[Extracted data entries]

☆ ☆ ☆

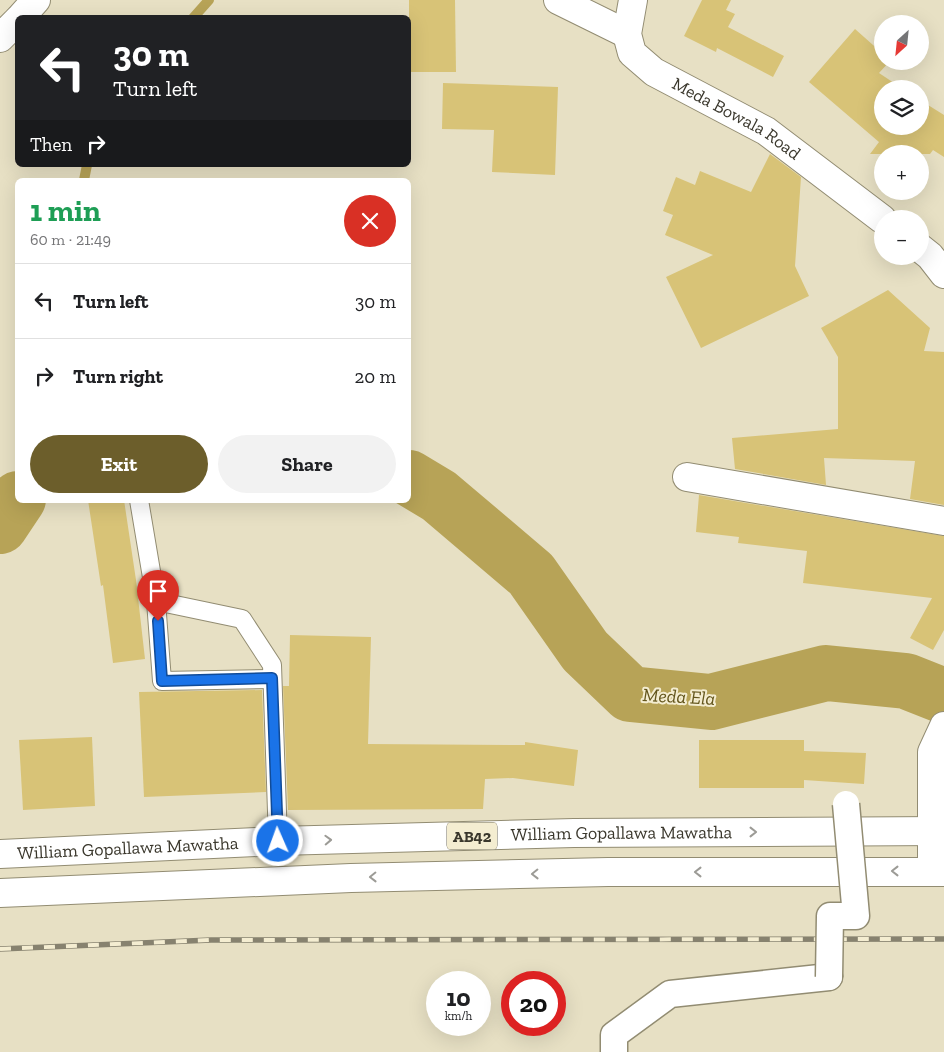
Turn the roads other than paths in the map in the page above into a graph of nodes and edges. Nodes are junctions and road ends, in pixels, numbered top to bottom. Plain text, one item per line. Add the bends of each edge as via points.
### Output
1 (36, 0) edge
2 (558, 0) edge
3 (633, 0) edge
4 (23, 15) edge
5 (15, 23) edge
6 (627, 34) junction
7 (0, 38) edge
8 (874, 213) edge
9 (929, 255) edge
10 (944, 274) edge
11 (687, 477) dead end
12 (140, 503) edge
13 (944, 521) edge
14 (156, 601) junction
15 (272, 678) junction
16 (944, 726) edge
17 (846, 804) dead end
18 (938, 831) edge
19 (278, 841) junction
20 (0, 854) edge
21 (938, 871) edge
22 (0, 893) edge
23 (614, 1052) edge

1 - 4 main road
2 - 6 main road
3 - 6 main road
5 - 7 main road
6 - 8 main road, Meda Bowala Road via 632,53 654,72 766,130
9 - 10 main road
11 - 13 main road
12 - 14 lane
14 - 15 lane via 242,619 272,665
14 - 15 lane via 162,681
15 - 19 lane
16 - 18 main road via 932,752
17 - 23 street, bridge via 856,916 830,916 829,977 670,994 614,1035
19 -> 18 main road, William Gopallawa Mawatha / AB42 via 574,832
18 - 21 main road
19 - 20 main road, William Gopallawa Mawatha / AB42
21 -> 22 main road, AB42 via 608,872 351,878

☆ ☆ ☆

WHAT THE EXERCISE ASKS
Without any of the pictures, repeat the entries above word for word.

ANSWER SECTION
Turn the roads other than paths in the map in the page above into a graph of nodes and edges. Nodes are junctions and road ends, in pixels, numbered top to bottom. Plain text, one item per line. Add the bends of each edge as via points.
### Output
1 (36, 0) edge
2 (558, 0) edge
3 (633, 0) edge
4 (23, 15) edge
5 (15, 23) edge
6 (627, 34) junction
7 (0, 38) edge
8 (874, 213) edge
9 (929, 255) edge
10 (944, 274) edge
11 (687, 477) dead end
12 (140, 503) edge
13 (944, 521) edge
14 (156, 601) junction
15 (272, 678) junction
16 (944, 726) edge
17 (846, 804) dead end
18 (938, 831) edge
19 (278, 841) junction
20 (0, 854) edge
21 (938, 871) edge
22 (0, 893) edge
23 (614, 1052) edge

1 - 4 main road
2 - 6 main road
3 - 6 main road
5 - 7 main road
6 - 8 main road, Meda Bowala Road via 632,53 654,72 766,130
9 - 10 main road
11 - 13 main road
12 - 14 lane
14 - 15 lane via 242,619 272,665
14 - 15 lane via 162,681
15 - 19 lane
16 - 18 main road via 932,752
17 - 23 street, bridge via 856,916 830,916 829,977 670,994 614,1035
19 -> 18 main road, William Gopallawa Mawatha / AB42 via 574,832
18 - 21 main road
19 - 20 main road, William Gopallawa Mawatha / AB42
21 -> 22 main road, AB42 via 608,872 351,878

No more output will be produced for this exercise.